* _Work instructions_
For the word "Oberberger", state how many lines below contain it. Give no other text.
----------------------------------------
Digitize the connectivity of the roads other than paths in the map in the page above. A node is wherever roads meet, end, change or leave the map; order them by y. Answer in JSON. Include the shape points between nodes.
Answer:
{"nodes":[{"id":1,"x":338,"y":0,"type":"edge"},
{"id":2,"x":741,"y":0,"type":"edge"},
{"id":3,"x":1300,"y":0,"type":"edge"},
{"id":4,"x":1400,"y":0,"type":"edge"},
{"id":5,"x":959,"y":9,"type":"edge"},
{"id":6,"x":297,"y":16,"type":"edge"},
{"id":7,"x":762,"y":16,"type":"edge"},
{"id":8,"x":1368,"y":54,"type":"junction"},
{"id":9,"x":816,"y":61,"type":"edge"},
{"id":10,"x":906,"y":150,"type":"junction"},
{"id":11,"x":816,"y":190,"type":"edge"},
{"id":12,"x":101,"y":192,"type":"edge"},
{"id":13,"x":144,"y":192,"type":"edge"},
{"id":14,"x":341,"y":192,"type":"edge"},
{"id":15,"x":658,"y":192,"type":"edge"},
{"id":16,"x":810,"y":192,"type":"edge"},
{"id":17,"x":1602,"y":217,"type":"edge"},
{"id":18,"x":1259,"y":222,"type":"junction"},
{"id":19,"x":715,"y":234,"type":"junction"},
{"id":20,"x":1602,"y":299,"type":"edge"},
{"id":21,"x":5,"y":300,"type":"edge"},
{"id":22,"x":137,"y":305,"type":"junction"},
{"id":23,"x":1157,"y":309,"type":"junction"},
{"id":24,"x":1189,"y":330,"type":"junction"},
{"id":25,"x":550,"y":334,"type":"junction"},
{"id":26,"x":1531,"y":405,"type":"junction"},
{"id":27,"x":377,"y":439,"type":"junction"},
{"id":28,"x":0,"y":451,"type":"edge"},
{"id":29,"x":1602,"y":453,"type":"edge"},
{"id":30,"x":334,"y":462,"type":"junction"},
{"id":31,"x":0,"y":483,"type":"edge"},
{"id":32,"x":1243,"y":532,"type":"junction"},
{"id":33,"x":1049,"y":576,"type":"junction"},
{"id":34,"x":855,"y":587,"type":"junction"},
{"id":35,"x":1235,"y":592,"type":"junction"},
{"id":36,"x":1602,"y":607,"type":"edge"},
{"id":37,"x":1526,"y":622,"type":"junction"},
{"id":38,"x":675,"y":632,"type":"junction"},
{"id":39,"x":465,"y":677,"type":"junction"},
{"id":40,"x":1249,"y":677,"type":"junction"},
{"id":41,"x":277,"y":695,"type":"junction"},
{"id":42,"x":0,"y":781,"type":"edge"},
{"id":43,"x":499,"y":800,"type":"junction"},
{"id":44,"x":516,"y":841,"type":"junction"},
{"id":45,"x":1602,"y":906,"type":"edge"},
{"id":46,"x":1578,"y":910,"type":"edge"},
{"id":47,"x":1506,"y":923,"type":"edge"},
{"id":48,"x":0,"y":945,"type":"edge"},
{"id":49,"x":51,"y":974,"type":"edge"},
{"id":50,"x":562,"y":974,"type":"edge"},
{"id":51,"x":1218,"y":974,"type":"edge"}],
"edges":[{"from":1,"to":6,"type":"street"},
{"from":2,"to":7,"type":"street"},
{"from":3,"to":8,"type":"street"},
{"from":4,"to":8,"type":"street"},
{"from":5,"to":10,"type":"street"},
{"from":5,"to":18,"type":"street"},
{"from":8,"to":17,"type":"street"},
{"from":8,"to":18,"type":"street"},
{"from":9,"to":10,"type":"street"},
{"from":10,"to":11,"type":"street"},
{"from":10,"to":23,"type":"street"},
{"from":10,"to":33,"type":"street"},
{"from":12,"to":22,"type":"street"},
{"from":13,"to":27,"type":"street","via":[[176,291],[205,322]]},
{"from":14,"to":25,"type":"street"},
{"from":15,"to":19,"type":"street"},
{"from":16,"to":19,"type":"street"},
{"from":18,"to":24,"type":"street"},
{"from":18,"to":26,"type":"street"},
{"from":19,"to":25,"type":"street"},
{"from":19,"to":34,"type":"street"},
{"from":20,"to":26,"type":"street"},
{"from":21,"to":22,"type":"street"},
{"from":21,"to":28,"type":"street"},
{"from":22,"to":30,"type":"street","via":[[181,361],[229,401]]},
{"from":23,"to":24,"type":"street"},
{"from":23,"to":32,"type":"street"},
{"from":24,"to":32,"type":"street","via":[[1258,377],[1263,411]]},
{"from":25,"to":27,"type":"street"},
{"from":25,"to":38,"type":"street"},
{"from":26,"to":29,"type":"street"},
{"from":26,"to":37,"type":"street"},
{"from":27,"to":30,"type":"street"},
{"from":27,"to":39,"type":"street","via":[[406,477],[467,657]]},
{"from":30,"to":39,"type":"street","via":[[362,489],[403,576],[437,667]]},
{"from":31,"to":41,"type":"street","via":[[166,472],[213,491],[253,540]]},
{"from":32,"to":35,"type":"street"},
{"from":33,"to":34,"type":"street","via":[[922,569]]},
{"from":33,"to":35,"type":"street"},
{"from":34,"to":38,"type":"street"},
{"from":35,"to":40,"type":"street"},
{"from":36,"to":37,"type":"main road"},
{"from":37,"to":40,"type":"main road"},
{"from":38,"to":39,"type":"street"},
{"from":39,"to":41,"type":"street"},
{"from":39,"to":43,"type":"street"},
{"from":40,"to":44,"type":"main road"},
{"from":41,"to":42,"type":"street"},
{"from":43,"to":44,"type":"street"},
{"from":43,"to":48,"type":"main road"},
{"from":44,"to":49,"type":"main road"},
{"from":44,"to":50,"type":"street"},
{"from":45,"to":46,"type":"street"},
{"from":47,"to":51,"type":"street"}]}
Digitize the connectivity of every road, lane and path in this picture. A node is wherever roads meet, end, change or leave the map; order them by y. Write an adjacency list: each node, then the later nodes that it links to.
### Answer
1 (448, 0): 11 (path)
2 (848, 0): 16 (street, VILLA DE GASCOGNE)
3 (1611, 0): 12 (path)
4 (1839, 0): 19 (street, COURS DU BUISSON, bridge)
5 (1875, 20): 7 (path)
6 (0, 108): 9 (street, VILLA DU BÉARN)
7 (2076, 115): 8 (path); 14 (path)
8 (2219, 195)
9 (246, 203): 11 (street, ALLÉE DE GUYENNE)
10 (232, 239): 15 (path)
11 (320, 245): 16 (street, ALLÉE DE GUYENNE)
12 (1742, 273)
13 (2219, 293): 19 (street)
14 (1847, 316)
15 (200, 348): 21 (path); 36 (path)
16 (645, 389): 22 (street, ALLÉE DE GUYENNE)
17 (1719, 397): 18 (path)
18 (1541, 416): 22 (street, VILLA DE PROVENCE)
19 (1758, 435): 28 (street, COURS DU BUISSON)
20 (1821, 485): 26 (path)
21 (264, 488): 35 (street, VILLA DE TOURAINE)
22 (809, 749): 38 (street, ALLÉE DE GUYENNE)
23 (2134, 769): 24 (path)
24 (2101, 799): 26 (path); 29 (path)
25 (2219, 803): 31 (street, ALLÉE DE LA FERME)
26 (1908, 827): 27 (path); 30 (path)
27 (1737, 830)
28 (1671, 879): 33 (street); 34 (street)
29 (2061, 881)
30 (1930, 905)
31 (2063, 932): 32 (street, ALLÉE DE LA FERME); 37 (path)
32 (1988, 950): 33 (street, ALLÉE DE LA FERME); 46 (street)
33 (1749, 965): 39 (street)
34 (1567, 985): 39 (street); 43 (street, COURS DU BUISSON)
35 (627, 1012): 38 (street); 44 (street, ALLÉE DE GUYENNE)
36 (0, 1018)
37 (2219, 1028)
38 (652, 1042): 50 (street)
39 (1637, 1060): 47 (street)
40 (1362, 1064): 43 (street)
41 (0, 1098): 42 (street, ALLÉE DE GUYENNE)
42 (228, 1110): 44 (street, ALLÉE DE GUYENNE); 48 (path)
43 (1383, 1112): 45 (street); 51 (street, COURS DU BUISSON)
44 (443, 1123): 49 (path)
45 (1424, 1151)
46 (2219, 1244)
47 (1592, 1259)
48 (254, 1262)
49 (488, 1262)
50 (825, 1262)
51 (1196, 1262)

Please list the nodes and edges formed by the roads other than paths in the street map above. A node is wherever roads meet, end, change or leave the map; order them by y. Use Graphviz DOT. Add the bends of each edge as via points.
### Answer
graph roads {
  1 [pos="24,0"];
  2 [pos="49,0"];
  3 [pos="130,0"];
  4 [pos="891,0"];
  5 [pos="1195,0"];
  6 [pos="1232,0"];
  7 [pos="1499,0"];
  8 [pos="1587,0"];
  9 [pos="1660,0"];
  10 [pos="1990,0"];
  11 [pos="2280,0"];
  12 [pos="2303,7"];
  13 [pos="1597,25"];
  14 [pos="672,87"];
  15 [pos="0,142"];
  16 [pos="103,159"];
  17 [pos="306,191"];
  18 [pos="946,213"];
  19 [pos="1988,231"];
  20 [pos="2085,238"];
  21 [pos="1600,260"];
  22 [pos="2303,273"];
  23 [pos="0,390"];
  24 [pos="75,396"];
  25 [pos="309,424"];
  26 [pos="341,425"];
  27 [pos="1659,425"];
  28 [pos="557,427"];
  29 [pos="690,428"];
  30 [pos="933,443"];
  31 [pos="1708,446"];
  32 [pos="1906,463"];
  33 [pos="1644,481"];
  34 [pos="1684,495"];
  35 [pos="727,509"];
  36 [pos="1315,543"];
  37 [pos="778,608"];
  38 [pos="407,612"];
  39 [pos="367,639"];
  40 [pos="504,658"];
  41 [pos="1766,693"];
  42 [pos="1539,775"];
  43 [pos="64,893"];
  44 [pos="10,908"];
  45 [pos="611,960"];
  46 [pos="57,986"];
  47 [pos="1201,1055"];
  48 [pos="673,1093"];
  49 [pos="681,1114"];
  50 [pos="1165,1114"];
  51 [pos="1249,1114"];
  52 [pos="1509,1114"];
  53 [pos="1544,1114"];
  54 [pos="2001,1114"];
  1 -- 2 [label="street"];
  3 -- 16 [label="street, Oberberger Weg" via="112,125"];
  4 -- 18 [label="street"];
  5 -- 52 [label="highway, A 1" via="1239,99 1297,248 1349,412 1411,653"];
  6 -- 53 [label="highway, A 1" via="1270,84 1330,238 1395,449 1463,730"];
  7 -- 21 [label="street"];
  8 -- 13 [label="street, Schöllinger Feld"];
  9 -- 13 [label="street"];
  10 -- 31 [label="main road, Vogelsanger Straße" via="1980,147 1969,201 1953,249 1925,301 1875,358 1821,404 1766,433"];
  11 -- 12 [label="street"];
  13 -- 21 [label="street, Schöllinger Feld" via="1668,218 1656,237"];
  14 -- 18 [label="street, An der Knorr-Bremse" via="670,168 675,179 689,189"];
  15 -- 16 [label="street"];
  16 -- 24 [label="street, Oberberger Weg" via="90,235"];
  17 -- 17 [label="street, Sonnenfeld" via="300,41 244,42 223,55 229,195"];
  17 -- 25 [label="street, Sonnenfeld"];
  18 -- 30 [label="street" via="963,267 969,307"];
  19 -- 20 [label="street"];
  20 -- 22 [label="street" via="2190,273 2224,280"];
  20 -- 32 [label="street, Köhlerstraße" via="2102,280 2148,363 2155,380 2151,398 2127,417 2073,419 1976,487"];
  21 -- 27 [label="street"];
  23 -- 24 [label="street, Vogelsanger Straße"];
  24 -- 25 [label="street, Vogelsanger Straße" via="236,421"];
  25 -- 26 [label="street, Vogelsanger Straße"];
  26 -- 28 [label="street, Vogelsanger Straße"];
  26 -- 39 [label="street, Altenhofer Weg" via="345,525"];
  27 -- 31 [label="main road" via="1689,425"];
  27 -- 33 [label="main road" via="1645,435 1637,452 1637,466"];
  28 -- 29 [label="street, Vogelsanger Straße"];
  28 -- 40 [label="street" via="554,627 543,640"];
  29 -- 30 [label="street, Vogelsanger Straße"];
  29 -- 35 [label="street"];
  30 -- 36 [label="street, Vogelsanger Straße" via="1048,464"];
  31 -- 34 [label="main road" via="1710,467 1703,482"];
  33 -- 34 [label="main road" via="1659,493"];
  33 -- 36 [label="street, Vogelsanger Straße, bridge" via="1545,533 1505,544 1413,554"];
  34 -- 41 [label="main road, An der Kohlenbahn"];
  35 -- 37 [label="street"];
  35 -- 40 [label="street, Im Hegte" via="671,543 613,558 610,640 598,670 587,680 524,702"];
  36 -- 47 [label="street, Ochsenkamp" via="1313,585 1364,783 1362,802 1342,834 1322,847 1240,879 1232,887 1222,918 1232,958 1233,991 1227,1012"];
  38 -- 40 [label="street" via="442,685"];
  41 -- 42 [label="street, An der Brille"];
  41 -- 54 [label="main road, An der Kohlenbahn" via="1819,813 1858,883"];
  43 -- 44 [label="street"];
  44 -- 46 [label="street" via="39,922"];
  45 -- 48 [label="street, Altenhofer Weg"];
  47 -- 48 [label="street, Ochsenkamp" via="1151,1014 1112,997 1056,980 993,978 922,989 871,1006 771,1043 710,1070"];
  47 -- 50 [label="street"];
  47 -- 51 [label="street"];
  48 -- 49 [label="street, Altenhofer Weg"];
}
----------------------------------------
* _Answer to this exercise_
2